3. Pre-Cook Firm Vegetables
Steam or microwave the broccoli, cauliflower, and carrots for 3–5 minutes until slightly tender. This ensures even cooking in the final dish while maintaining a pleasant texture.
4. Sauté Aromatics
Heat a nonstick skillet over medium heat and coat with cooking spray. Sauté the chopped onion for about 3 minutes until translucent. Add the garlic, mushrooms, zucchini, and bell peppers, cooking for another 3–4 minutes until just tender. Remove from heat.
🥣 Making the Creamy Sauce
5. Combine the Base Ingredients
In a large mixing bowl, whisk together the nonfat Greek yogurt, low-fat cottage cheese, and unsweetened almond milk until smooth and well blended.
6. Add Thickening and Seasonings
Whisk in the flour (or cornstarch), Dijon mustard, Italian seasoning, paprika, salt, and black pepper. This mixture forms a creamy, flavorful sauce without the need for high-fat ingredients.
🥘 Assembling the Casserole
7. Combine Vegetables and Sauce
In a large bowl, gently toss the steamed and sautéed vegetables with the prepared sauce until everything is evenly coated.
8. Transfer to Baking Dish
Pour the mixture into the prepared baking dish and spread it evenly with a spatula.
9. Add the Topping
Sprinkle the reduced-fat shredded cheese evenly over the top.

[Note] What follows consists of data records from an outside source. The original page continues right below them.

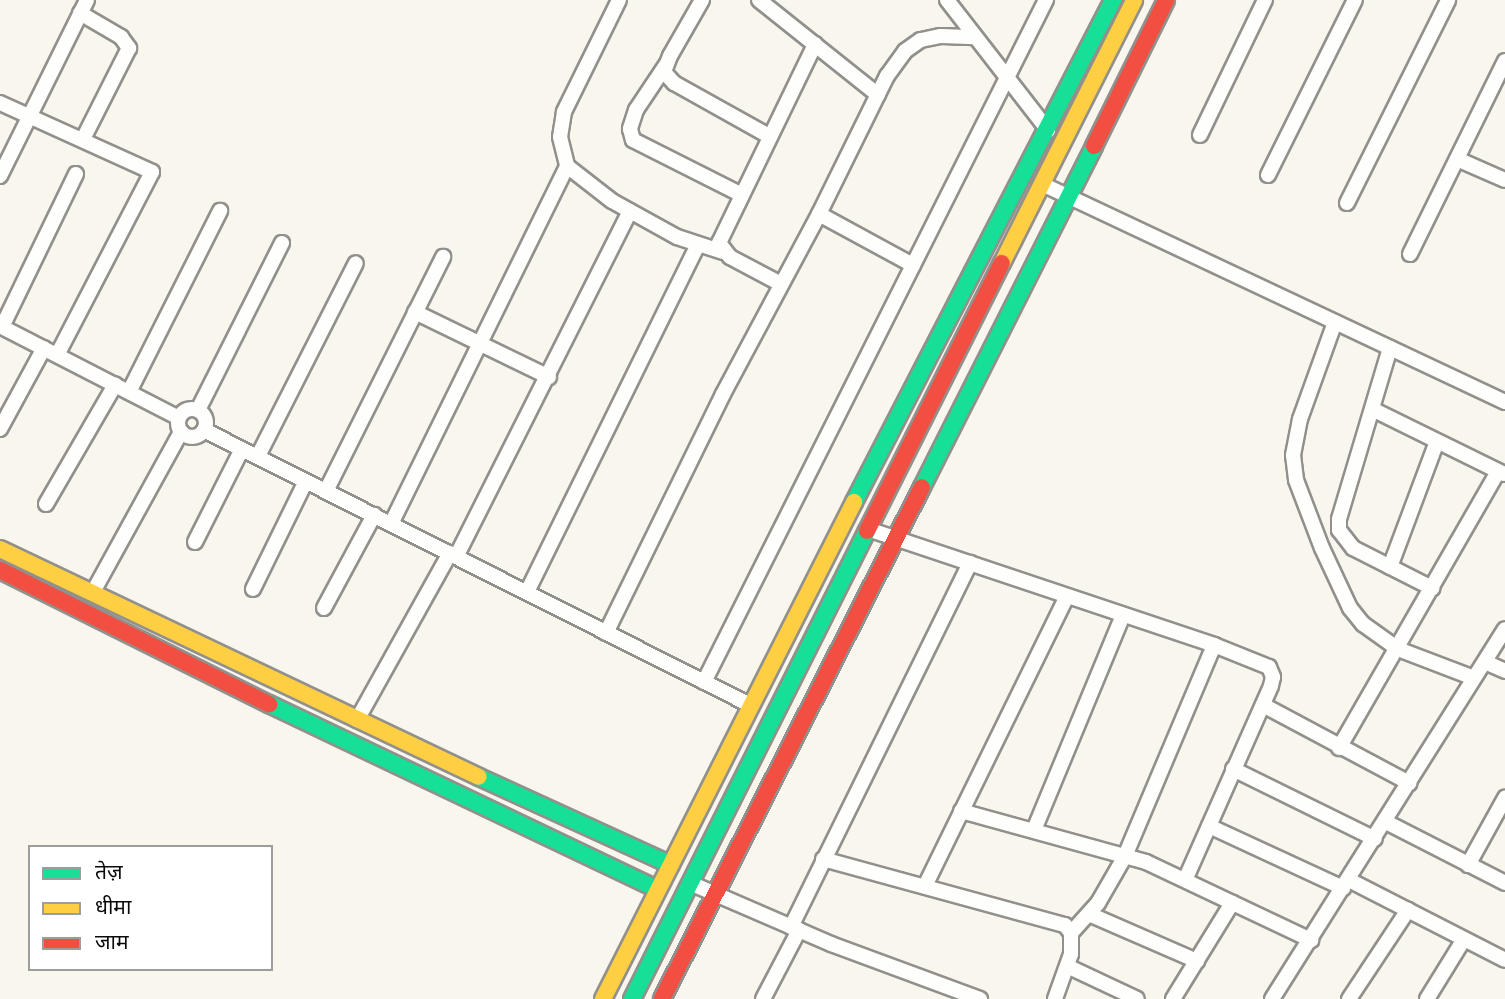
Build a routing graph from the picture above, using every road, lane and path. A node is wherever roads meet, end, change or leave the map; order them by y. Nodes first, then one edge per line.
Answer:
1 (619, 0) edge
2 (702, 0) edge
3 (759, 0) edge
4 (947, 0) edge
5 (1046, 0) edge
6 (1113, 0) edge
7 (1134, 0) edge
8 (1166, 0) edge
9 (1265, 0) edge
10 (1355, 0) edge
11 (1447, 0) edge
12 (84, 7) edge
13 (975, 37) junction
14 (814, 44) junction
15 (1505, 61) edge
16 (666, 65) junction
17 (1007, 78) junction
18 (878, 95) junction
19 (0, 103) edge
20 (32, 115) junction
21 (1048, 130) junction
22 (1200, 135) dead end
23 (769, 136) junction
24 (83, 139) junction
25 (1457, 159) junction
26 (567, 166) junction
27 (76, 174) dead end
28 (1268, 175) dead end
29 (0, 176) edge
30 (1505, 180) edge
31 (1042, 184) junction
32 (740, 194) junction
33 (1069, 197) junction
34 (1347, 203) dead end
35 (220, 211) dead end
36 (630, 211) junction
37 (819, 214) junction
38 (282, 243) dead end
39 (697, 246) junction
40 (723, 252) junction
41 (1410, 254) dead end
42 (443, 257) dead end
43 (356, 263) dead end
44 (913, 265) junction
45 (781, 284) junction
46 (415, 312) junction
47 (1335, 322) junction
48 (1, 327) edge
49 (482, 344) junction
50 (1390, 348) junction
51 (50, 352) junction
52 (549, 377) junction
53 (115, 385) junction
54 (129, 393) junction
55 (1505, 402) edge
56 (1372, 409) junction
57 (198, 410) junction
58 (180, 425) junction
59 (0, 429) edge
60 (204, 430) junction
61 (1437, 441) junction
62 (242, 449) junction
63 (258, 456) junction
64 (1502, 473) edge
65 (306, 481) junction
66 (326, 491) junction
67 (46, 505) dead end
68 (374, 515) junction
69 (391, 524) junction
70 (868, 529) junction
71 (895, 538) junction
72 (195, 542) dead end
73 (0, 549) edge
74 (453, 555) junction
75 (970, 563) junction
76 (1390, 567) junction
77 (0, 570) edge
78 (1432, 588) junction
79 (253, 589) dead end
80 (527, 592) junction
81 (93, 593) junction
82 (1067, 596) junction
83 (324, 608) dead end
84 (1123, 614) junction
85 (1505, 629) edge
86 (606, 633) junction
87 (1214, 645) junction
88 (1398, 649) junction
89 (1485, 662) junction
90 (1505, 671) edge
91 (1474, 678) junction
92 (704, 682) junction
93 (750, 705) junction
94 (1263, 705) junction
95 (357, 720) junction
96 (1339, 748) junction
97 (1233, 769) junction
98 (1409, 783) junction
99 (1505, 798) edge
100 (961, 811) junction
101 (1386, 822) junction
102 (1209, 826) junction
103 (1034, 831) junction
104 (1375, 839) junction
105 (1125, 856) junction
106 (823, 859) junction
107 (1468, 865) junction
108 (664, 878) junction
109 (1185, 880) junction
110 (1505, 883) edge
111 (1346, 884) junction
112 (925, 886) junction
113 (687, 887) junction
114 (716, 895) junction
115 (1232, 904) junction
116 (1408, 910) junction
117 (1089, 914) junction
118 (795, 928) junction
119 (1071, 933) junction
120 (1464, 939) junction
121 (1311, 940) junction
122 (1505, 960) edge
123 (1197, 961) junction
124 (1067, 966) junction
125 (603, 999) edge
126 (632, 999) edge
127 (662, 999) edge
128 (763, 999) edge
129 (980, 999) edge
130 (1055, 999) edge
131 (1137, 999) edge
132 (1173, 999) edge
133 (1272, 999) edge
134 (1349, 999) edge
135 (1427, 999) edge

1 - 26 street
2 - 16 street
3 - 14 street
4 - 13 street
5 - 17 street
6 - 21 street
7 - 31 street
8 - 33 street
9 - 22 street
10 - 28 street
11 - 34 street
12 - 20 street
12 - 24 street
13 - 17 street
13 - 18 street
14 - 18 street
14 - 23 street
15 - 25 street
16 - 23 street
16 - 32 street
17 - 21 street
17 - 44 street
18 - 37 street
19 - 20 street
20 - 24 street
20 - 29 street
21 - 93 street
23 - 32 street
24 - 51 street
25 - 30 street
25 - 41 street
26 - 36 street
26 - 49 street
27 - 48 street
31 - 33 street
31 - 70 street
32 - 40 street
33 - 47 street
33 - 71 street
35 - 54 street
36 - 39 street
36 - 52 street
37 - 44 street
37 - 45 street
38 - 57 street
39 - 40 street
39 - 80 street
40 - 45 street
42 - 46 street
43 - 63 street
44 - 92 street
45 - 86 street
46 - 49 street
46 - 66 street
47 - 50 street
47 - 88 street
48 - 51 street
49 - 52 street
49 - 69 street
50 - 55 street
50 - 56 street
51 - 53 street
51 - 59 street
52 - 74 street
53 - 54 street
53 - 67 street
54 - 58 street
56 - 61 street
56 - 76 street
57 - 58 street
57 - 60 street
58 - 60 street
58 - 81 street
60 - 62 street
61 - 64 street
61 - 76 street
62 - 63 street
62 - 72 street
63 - 65 street
64 - 78 street
65 - 66 street
65 - 79 street
66 - 68 street
68 - 69 street
68 - 83 street
69 - 74 street
70 - 71 street
70 - 113 street
71 - 75 street
71 - 114 street
73 - 81 street
74 - 80 street
74 - 95 street
75 - 82 street
75 - 106 street
76 - 78 street
77 - 108 street
78 - 88 street
80 - 86 street
81 - 95 street
82 - 84 street
82 - 100 street
84 - 87 street
84 - 103 street
85 - 89 street
86 - 92 street
87 - 94 street
87 - 105 street
88 - 91 street
88 - 96 street
89 - 90 street
89 - 91 street
91 - 98 street
92 - 93 street
93 - 108 street
94 - 96 street
94 - 97 street
95 - 108 street
96 - 98 street
97 - 102 street
97 - 104 street
98 - 101 street
99 - 107 street
100 - 103 street
100 - 112 street
101 - 104 street
101 - 107 street
102 - 109 street
102 - 111 street
103 - 105 street
104 - 111 street
105 - 109 street
105 - 117 street
106 - 112 street
106 - 118 street
107 - 110 street
108 - 113 street
108 - 125 street
109 - 115 street
111 - 116 street
111 - 121 street
112 - 119 street
113 - 114 street
113 - 126 street
114 - 118 street
114 - 127 street
115 - 121 street
115 - 123 street
116 - 120 street
116 - 134 street
117 - 119 street
117 - 123 street
118 - 128 street
118 - 129 street
119 - 124 street
120 - 122 street
120 - 135 street
121 - 133 street
123 - 132 street
124 - 130 street
124 - 131 street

If desired, mix the whole wheat breadcrumbs with the Parmesan cheese and sprinkle this mixture over the casserole for a crispy finish.
🔥 Baking Instructions
10. Bake the Casserole
Place the casserole in the preheated oven and bake for 30–35 minutes, or until the top is lightly golden and the casserole is bubbling around the edges.
11. Optional Broiling
For a more golden and crispy topping, broil the casserole for 2–3 minutes at the end of the baking time, watching carefully to prevent burning.
12. Rest Before Serving
Remove the casserole from the oven and allow it to rest for 5–10 minutes. This helps the sauce thicken and makes it easier to serve.
🍽️ Serving Suggestions
- Serve as a main dish with a side salad.
- Pair with grilled chicken or fish for additional protein.

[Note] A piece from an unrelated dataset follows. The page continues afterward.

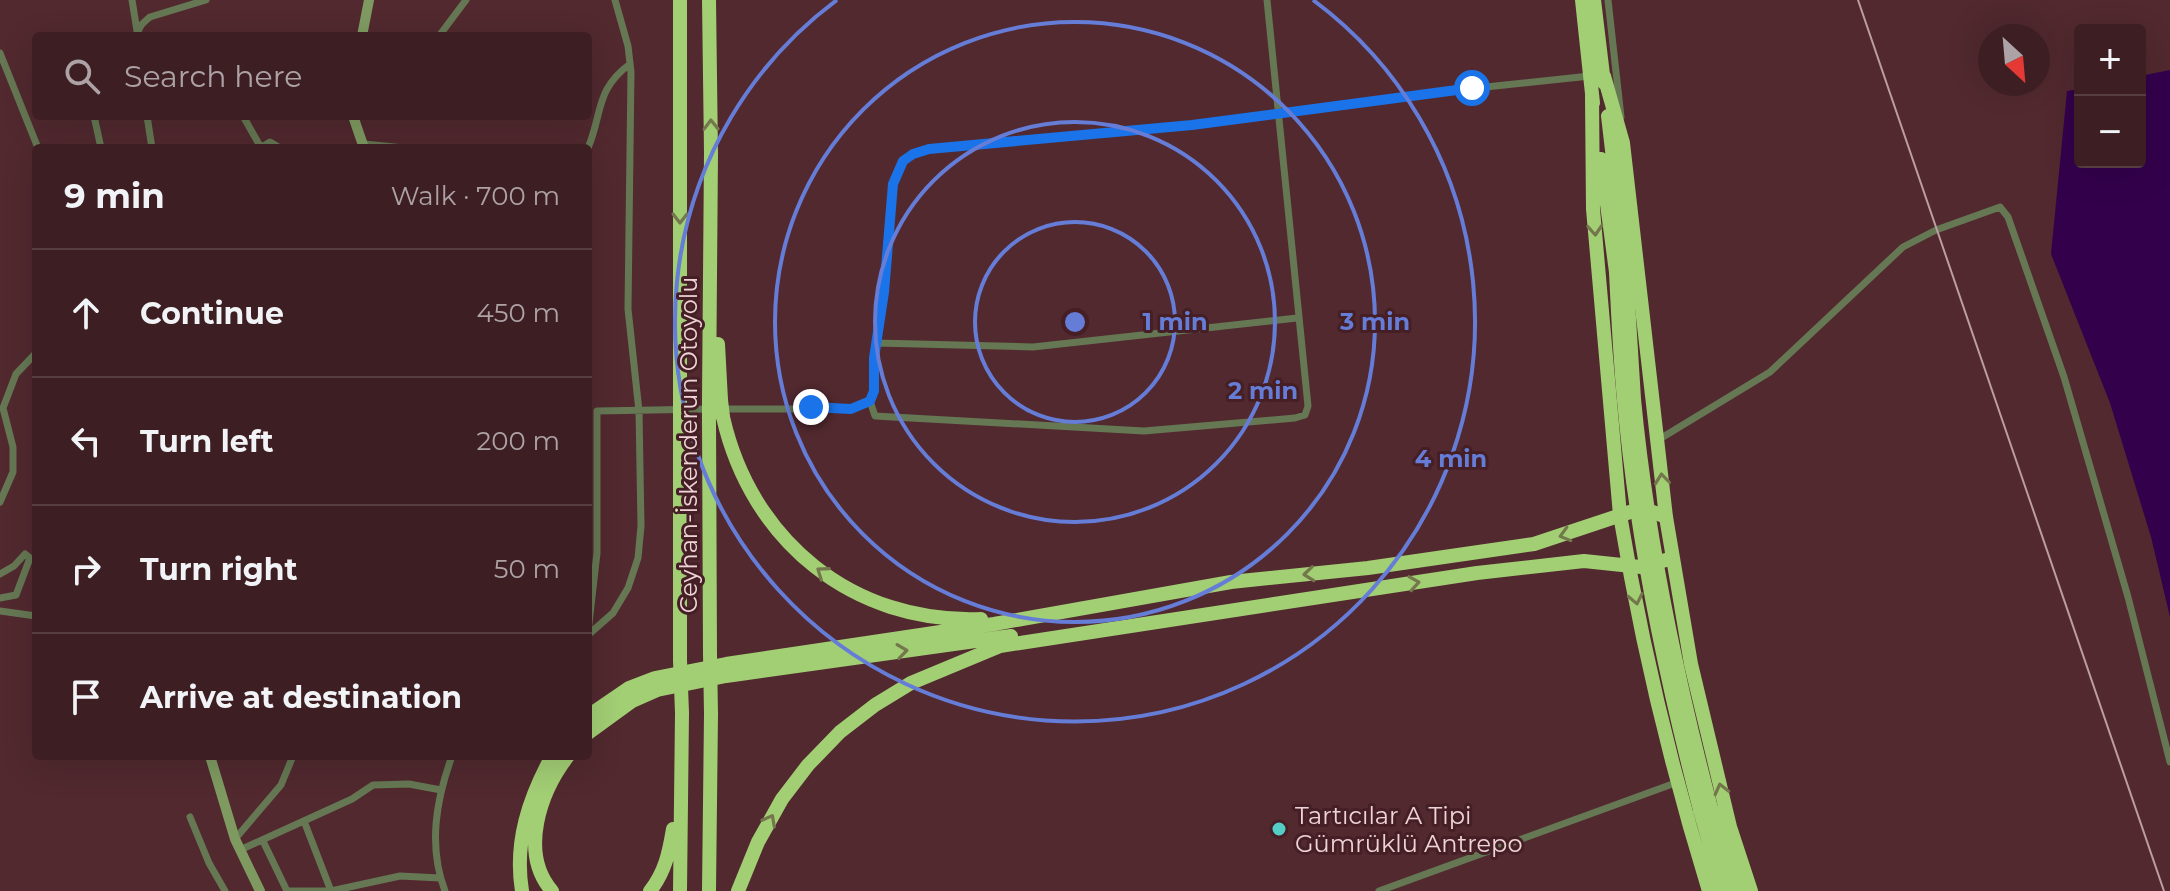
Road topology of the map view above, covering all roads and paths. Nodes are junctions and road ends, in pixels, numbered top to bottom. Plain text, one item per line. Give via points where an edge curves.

- Enjoy as a healthy side dish during family meals or gatherings.
- Garnish with fresh parsley or chives for added color and freshness.
🌱 Variations
🥔 Add Whole Grains
Incorporate 1 cup of cooked brown rice, quinoa, or whole wheat pasta to make the casserole more filling. Note that this may slightly increase SmartPoints.
🍅 Mediterranean Twist
Add chopped tomatoes, olives, and a sprinkle of feta cheese for a Mediterranean-inspired flavor.
🌶️ Spicy Version
Include diced green chilies or a pinch of red pepper flakes for a subtle kick.
🧀 Vegan Option
Substitute the yogurt and cottage cheese with plant-based alternatives and use dairy-free cheese to create a vegan-friendly version.
🧊 Storage and Reheating
Refrigeration
- Store leftovers in an airtight container in the refrigerator for up to 4 days.
Freezing
- This casserole can be frozen for up to 2 months. Allow it to cool completely before wrapping tightly in foil and placing it in a freezer-safe container.
Reheating
- Oven: Reheat at 350°F (175°C) for 15–20 minutes until warmed through.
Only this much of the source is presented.